Editing Maintaining laziness (section)

== Laziness breakers ==

=== Maybe, Either, Exceptions ===

Some laziness breakers are visible in type signatures:
<haskell>
decodeUTF8 :: [Word8] -> Either Message String
</haskell>
The <hask>Either</hask> type signals that the function marks decoding-failure by using the <hask>Left</hask> constructor of <hask>Either</hask>.
This function cannot be lazy, because when you access the first character of the result, it must already be computed, whether the result is <hask>Left</hask> or <hask>Right</hask>.
For this decision, the complete input must be decoded.
A better type signature is
<haskell>
decodeUTF8 :: [Word8] -> (Maybe Message, String)
</haskell> 
where the <hask>String</hask> contains as much characters as could be decoded and <hask>Maybe Message</hask> gives the reason for the stop of the decoding.
<hask>Nothing</hask> means the input was completely read, <hask>Just msg</hask> means the decoding was aborted for the reason described in <hask>msg</hask>.
If you touch the first element of the pair, the complete decodings is triggered, thus laziness is broken.
This means you should first process the <hask>String</hask> and look at <hask>Maybe Message</hask> afterwards.

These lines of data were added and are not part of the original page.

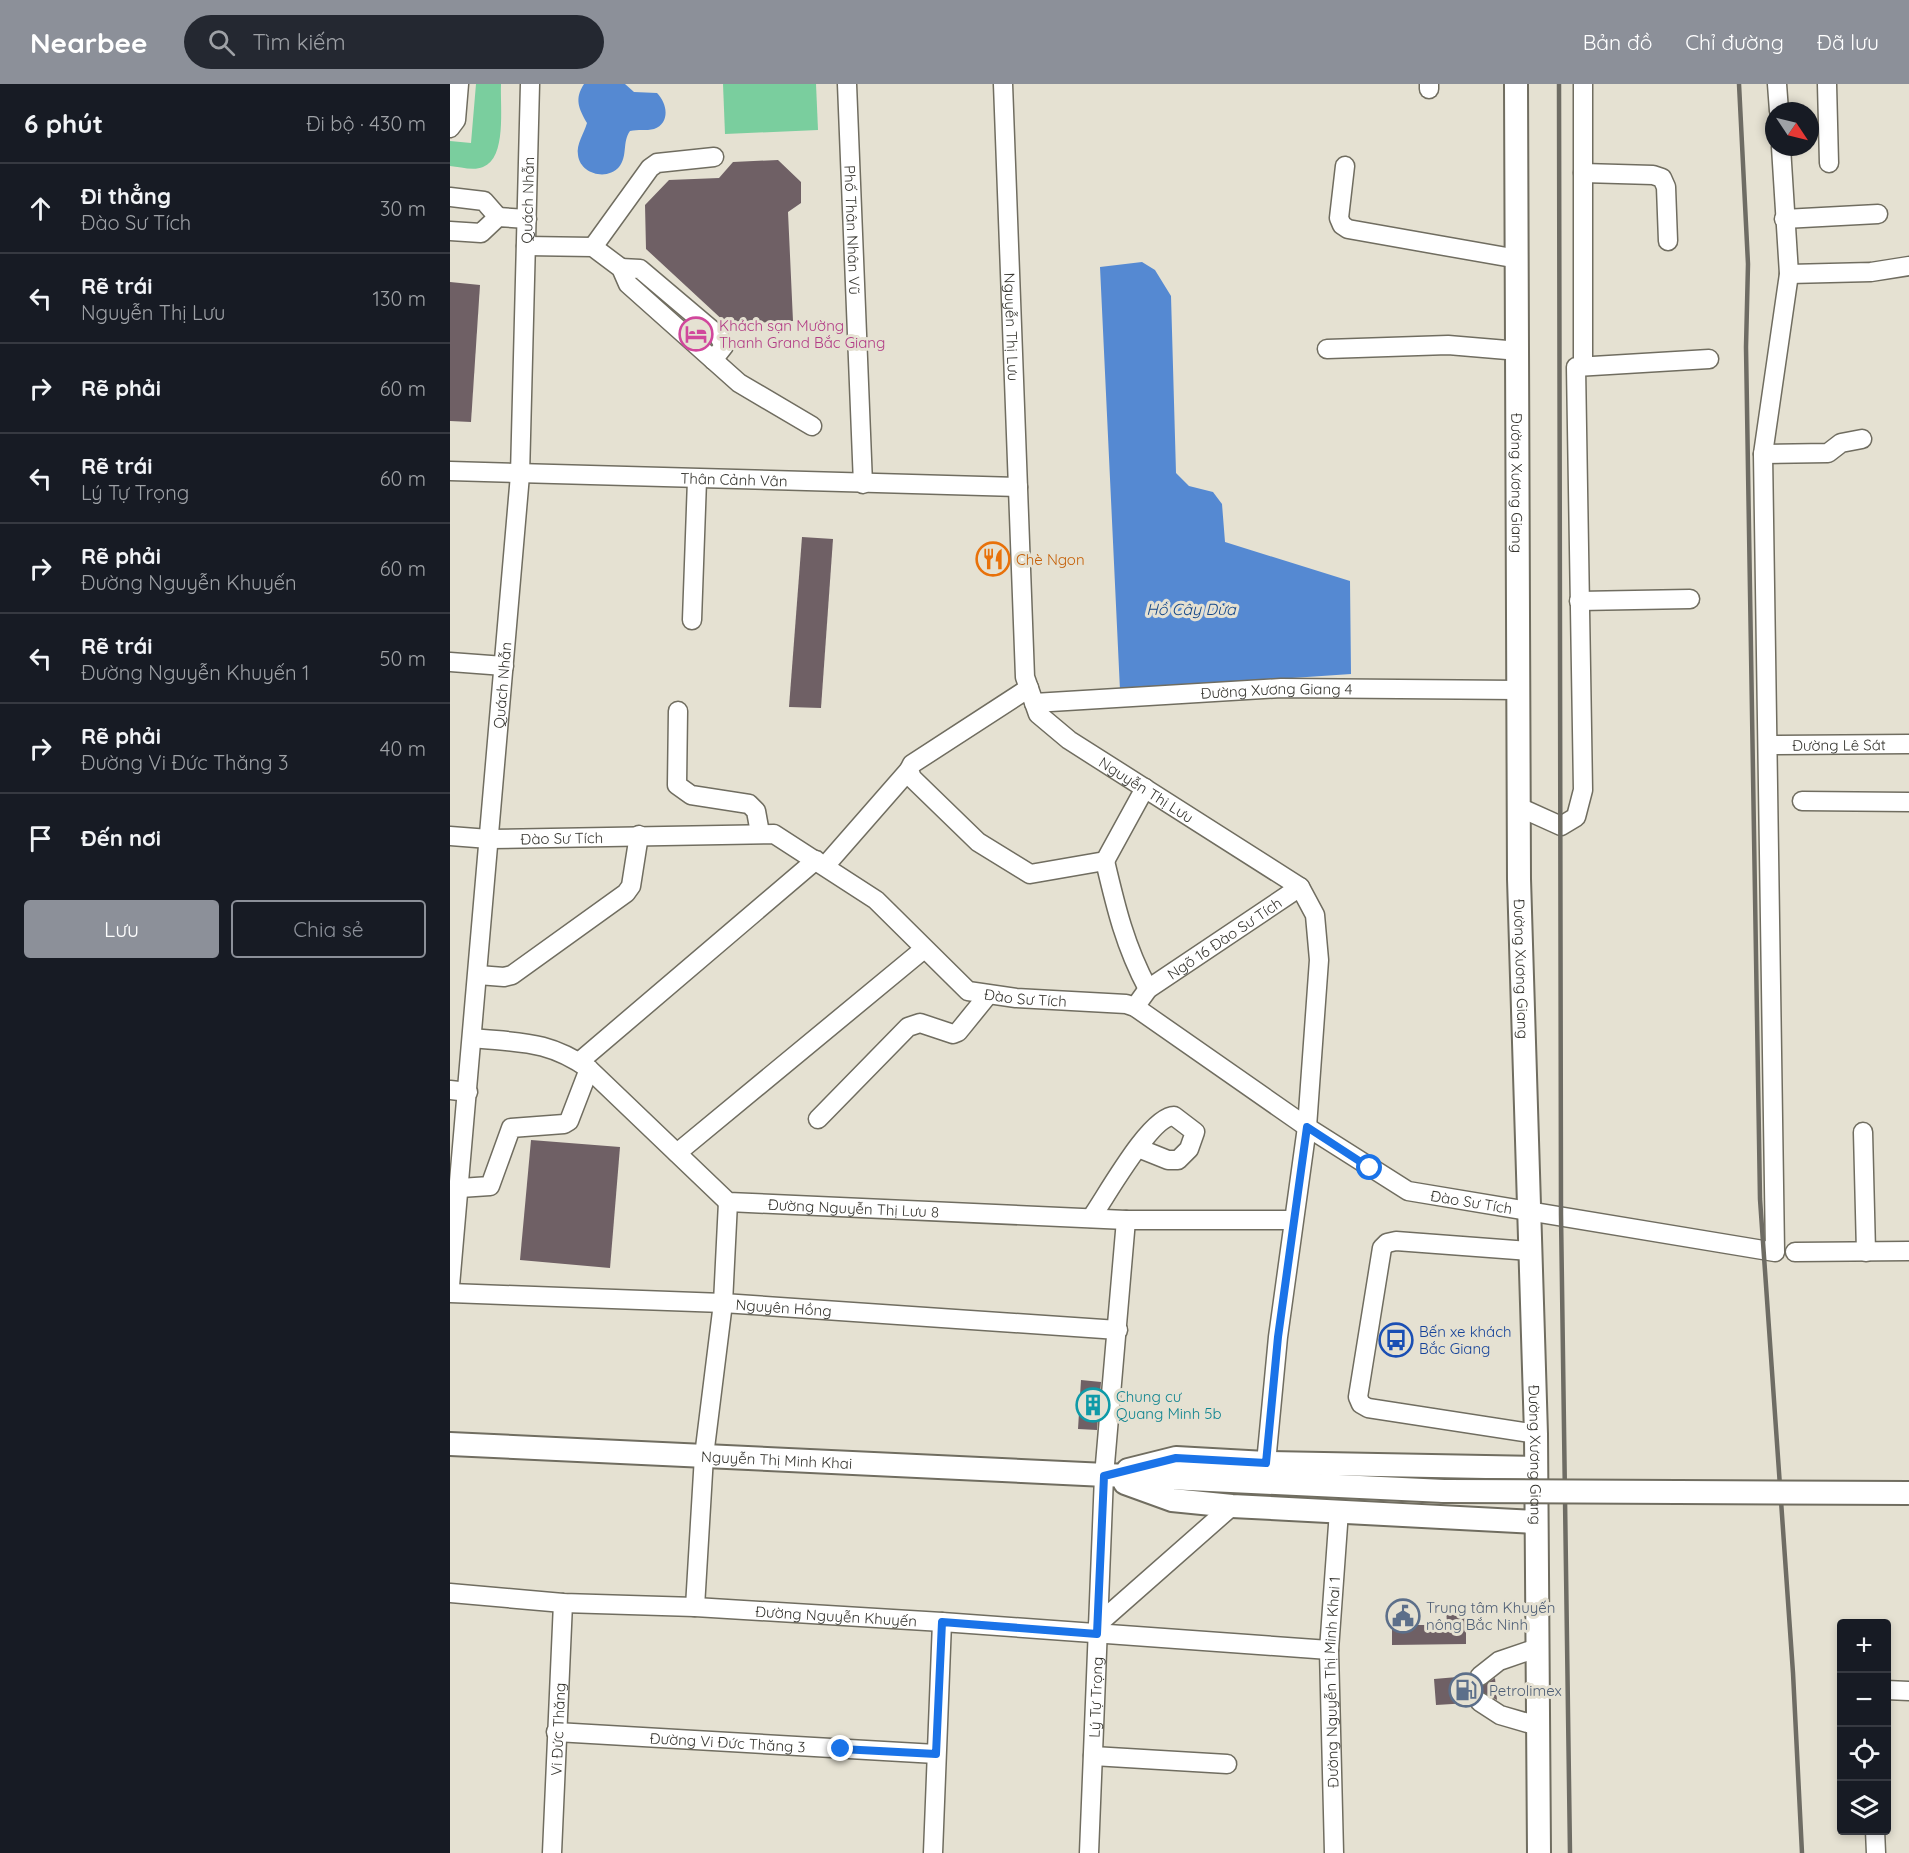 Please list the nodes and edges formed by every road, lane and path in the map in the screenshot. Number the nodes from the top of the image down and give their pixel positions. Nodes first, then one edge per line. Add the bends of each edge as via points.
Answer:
1 (459, 84) edge
2 (531, 84) edge
3 (847, 84) edge
4 (1003, 84) edge
5 (1516, 84) edge
6 (1583, 84) edge
7 (1777, 84) edge
8 (1827, 84) edge
9 (1778, 102) edge
10 (450, 128) edge
11 (1781, 156) edge
12 (714, 157) dead end
13 (1829, 163) dead end
14 (1345, 166) dead end
15 (1583, 172) junction
16 (450, 197) edge
17 (1878, 214) dead end
18 (498, 218) junction
19 (527, 219) junction
20 (1784, 219) junction
21 (450, 231) edge
22 (1668, 241) dead end
23 (526, 246) junction
24 (593, 247) junction
25 (1518, 259) junction
26 (1909, 266) edge
27 (1789, 274) junction
28 (1327, 349) dead end
29 (1518, 351) junction
30 (1709, 359) dead end
31 (1582, 365) junction
32 (812, 426) dead end
33 (1862, 439) dead end
34 (1763, 454) junction
35 (450, 471) edge
36 (520, 475) junction
37 (697, 480) junction
38 (863, 484) junction
39 (1018, 487) junction
40 (1690, 599) dead end
41 (1579, 601) junction
42 (692, 620) dead end
43 (450, 662) edge
44 (504, 666) junction
45 (1518, 690) junction
46 (1032, 695) junction
47 (678, 711) dead end
48 (1909, 744) edge
49 (1769, 745) junction
50 (909, 770) junction
51 (1145, 788) junction
52 (1802, 801) dead end
53 (1909, 802) edge
54 (1519, 807) junction
55 (760, 833) junction
56 (639, 835) junction
57 (450, 836) edge
58 (489, 838) junction
59 (1105, 861) junction
60 (821, 863) junction
61 (1300, 887) junction
62 (924, 949) junction
63 (478, 975) junction
64 (1148, 988) junction
65 (988, 995) junction
66 (1135, 1007) junction
67 (473, 1038) junction
68 (584, 1065) junction
69 (459, 1091) edge
70 (818, 1119) dead end
71 (1307, 1127) junction
72 (1863, 1132) dead end
73 (1138, 1148) dead end
74 (457, 1152) edge
75 (677, 1153) junction
76 (460, 1188) junction
77 (728, 1202) junction
78 (1529, 1211) junction
79 (1091, 1218) junction
80 (1126, 1220) junction
81 (1293, 1220) junction
82 (1529, 1251) junction
83 (1909, 1251) edge
84 (1795, 1252) dead end
85 (1866, 1252) junction
86 (450, 1286) edge
87 (450, 1293) edge
88 (723, 1303) junction
89 (1118, 1330) junction
90 (1536, 1434) junction
91 (450, 1444) edge
92 (704, 1456) junction
93 (1266, 1463) junction
94 (1536, 1468) junction
95 (1104, 1476) junction
96 (1909, 1493) edge
97 (1232, 1506) junction
98 (1339, 1511) junction
99 (1536, 1522) junction
100 (450, 1593) edge
101 (563, 1603) junction
102 (695, 1607) junction
103 (942, 1622) junction
104 (1097, 1629) junction
105 (1537, 1648) junction
106 (1329, 1650) junction
107 (1480, 1676) dead end
108 (1891, 1690) edge
109 (1909, 1691) edge
110 (1480, 1702) dead end
111 (1538, 1726) junction
112 (556, 1732) junction
113 (936, 1754) junction
114 (1093, 1756) junction
115 (1227, 1764) dead end
116 (1875, 1835) edge
117 (552, 1853) edge
118 (933, 1853) edge
119 (1089, 1853) edge
120 (1334, 1853) edge
121 (1539, 1853) edge
122 (1876, 1853) edge

1 - 10 street via 456,120
2 - 19 street, Quách Nhẫn
3 - 38 street, Phố Thân Nhân Vũ
4 - 39 street, Nguyễn Thị Lưu
5 - 25 main road, Đường Xương Giang
6 - 15 street
7 - 9 street
8 - 13 street
11 - 20 street
12 - 24 street via 657,163 650,168
14 - 25 street via 1339,218 1348,229
15 - 22 street via 1662,178 1666,187
15 - 31 street
16 - 18 street via 484,201
17 - 20 street
18 - 19 street
18 - 21 street via 482,233
19 - 23 street, Quách Nhẫn
20 - 27 street
23 - 24 street
23 - 36 street, Quách Nhẫn
24 - 32 street via 621,268 628,284 739,383
25 - 29 main road, Đường Xương Giang
26 - 27 street via 1871,272
27 - 34 street
28 - 29 street via 1448,345
29 - 45 main road, Đường Xương Giang
30 - 31 street
31 - 41 street via 1575,371
33 - 34 street via 1840,443 1828,453
34 - 49 street
35 - 36 street, Thân Cảnh Vân
36 - 37 street, Thân Cảnh Vân
36 - 44 street, Quách Nhẫn
37 - 38 street, Thân Cảnh Vân
37 - 42 street
38 - 39 street, Thân Cảnh Vân
39 - 46 street, Nguyễn Thị Lưu via 1025,677
40 - 41 street
41 - 54 street via 1583,790 1576,817 1561,826
43 - 44 street
44 - 58 street, Quách Nhẫn
45 - 46 street, Đường Xương Giang 4 via 1281,688
45 - 54 main road, Đường Xương Giang
46 - 50 street via 912,764
46 - 51 street, Nguyễn Thị Lưu via 1038,714 1070,740
47 - 55 street via 677,785 691,795 749,804 756,811
48 - 49 street, Đường Lê Sát
49 - 78 street, Đào Sư Tích via 1775,1252
50 - 59 street via 912,778 978,842 1018,869 1039,874
50 - 60 street
51 - 59 street
51 - 61 street, Nguyễn Thị Lưu
52 - 53 street
54 - 78 main road, Đường Xương Giang
55 - 56 street, Đào Sư Tích
55 - 60 street, Đào Sư Tích via 774,834
56 - 58 street, Đào Sư Tích
56 - 63 street via 631,886 626,893 512,975
57 - 58 street, Đào Sư Tích
58 - 63 street, Quách Nhẫn
59 - 64 street via 1120,927
60 - 62 street, Đào Sư Tích via 876,900
60 - 68 street
61 - 64 street, Ngõ 16 Đào Sư Tích
61 - 71 street, Nguyễn Thị Lưu via 1315,915 1319,960
62 - 65 street, Đào Sư Tích via 968,991
62 - 75 street
63 - 67 street, Quách Nhẫn
64 - 66 street
65 - 66 street, Đào Sư Tích
65 - 70 street via 953,1034 920,1023 908,1026
66 - 71 street, Đào Sư Tích
67 - 68 street via 543,1046
67 - 69 street, Quách Nhẫn
68 - 75 street
68 - 76 street via 569,1121 511,1128 490,1186
69 - 74 street, Quách Nhẫn
71 - 78 street, Đào Sư Tích via 1408,1191
71 - 81 street, Nguyễn Thị Lưu
72 - 85 street
73 - 79 street
74 - 76 street, Quách Nhẫn
75 - 77 street
76 - 86 street, Quách Nhẫn
77 - 79 street, Đường Nguyễn Thị Lưu 8
77 - 88 street
78 - 82 main road, Đường Xương Giang
79 - 80 street, Đường Nguyễn Thị Lưu 8
80 - 81 street, Đường Nguyễn Thị Lưu 8
80 - 89 street, Lý Tự Trọng
81 - 93 street, Nguyễn Thị Lưu
82 - 90 main road, Đường Xương Giang
82 - 90 street via 1387,1243 1382,1248 1358,1397 1368,1408
83 - 85 street
84 - 85 street
87 - 88 street, Nguyên Hồng
88 - 89 street, Nguyên Hồng
88 - 92 street
89 - 95 street, Lý Tự Trọng
90 - 94 main road, Đường Xương Giang
91 - 92 main road, Nguyễn Thị Minh Khai
92 - 95 main road, Nguyễn Thị Minh Khai
92 - 102 street
93 - 94 main road
93 - 95 main road via 1176,1458
94 - 99 main road, Đường Xương Giang
95 - 96 main road, Nguyễn Thị Minh Khai, bridge via 1444,1491
95 - 97 main road via 1172,1500
95 - 104 street, Lý Tự Trọng
97 - 98 main road
97 - 104 street
98 - 99 main road
98 - 106 street, Đường Nguyễn Thị Minh Khai 1
99 - 105 main road, Đường Xương Giang
100 - 101 street, Đường Nguyễn Khuyến
101 - 102 street, Đường Nguyễn Khuyến
101 - 112 street, Vi Đức Thăng
102 - 103 street, Đường Nguyễn Khuyến
103 - 104 street, Đường Nguyễn Khuyến
103 - 113 street
104 - 106 street, Đường Nguyễn Khuyến
104 - 114 street, Lý Tự Trọng
105 - 107 street via 1500,1661
105 - 111 main road, Đường Xương Giang
106 - 120 street, Đường Nguyễn Thị Minh Khai 1
108 - 109 street
110 - 111 street via 1500,1715
111 - 121 main road, Đường Xương Giang
112 - 113 street, Đường Vi Đức Thăng 3
112 - 117 street, Vi Đức Thăng
113 - 118 street
114 - 115 street
114 - 119 street, Lý Tự Trọng
116 - 122 street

Instead of the unspecific pair type you should use the special type for asynchronous exceptions as found in the [http://hackage.haskell.org/cgi-bin/hackage-scripts/package/explicit-exception explicit exception] package.

Especially in parsers you may find a function, called Wadler's force function.
It works as follows:
<haskell>
force y =
   let Just x = y
   in  Just x
</haskell>
It looks like a complicated expression for <hask>y</hask> with an added danger of failing unrecoverably when <hask>y</hask> is not <hask>Just</hask>.
Its purpose is to use the lazy pattern matching of <hask>let</hask> and to show to the runtime system, that we expect that <hask>y</hask> is always a <hask>Just</hask>.
Then the runtime system does not need to wait until it can determine the right constructor but it can proceed immediately.
This way, a function can be made lazy, also if it returns <hask>Maybe</hask>.
It can however fail, if later it turns out, that <hask>y</hask> is actually <hask>Nothing</hask>. <!-- fail how? To be lazy? Or it is some hideous failure like 'head []'? -->

Using force-like functions is sometimes necessary, but should be avoided for data types with more than one constructor.
It is better to use an interim data type with one constructor and lift to the multi-constructor datatype when needed.
Consider parsers of type <hask>StateT [Word8] Maybe a</hask>.
Now consider the parser combinator <haskell>many :: StateT [Word8] Maybe a -> StateT [Word8] Maybe [a]</haskell>
which parses as many elements of type <hask>a</hask> as possible.
It shall be lazy and thus must be infallible and must not use the <hask>Maybe</hask>.
It shall just return an empty list, if parsing of one element fails.
A quick hack would be to define <hask>many</hask> using a <hask>force</hask> function.
It would be better to show by the type, that <hask>many</hask> cannot fail:
<haskell>many :: StateT [Word8] Maybe a -> StateT [Word8] Identity [a]</haskell>.

=== Early decision ===

==== List construction ====

Be aware that the following two expressions are not equivalent.
<haskell>
-- less lazy
if b then f x else f y
-- more lazy
f (if b then x else y)
</haskell>
It is <hask>if undefined then f x else f y</hask> is <hask>undefined</hask>, whereas <hask>f (if b then x else y)</hask> is <hask>f undefined</hask>, which is a difference in [[non-strict semantics]].
Consider e.g. <hask>if b then 'a':x else 'a':y</hask>.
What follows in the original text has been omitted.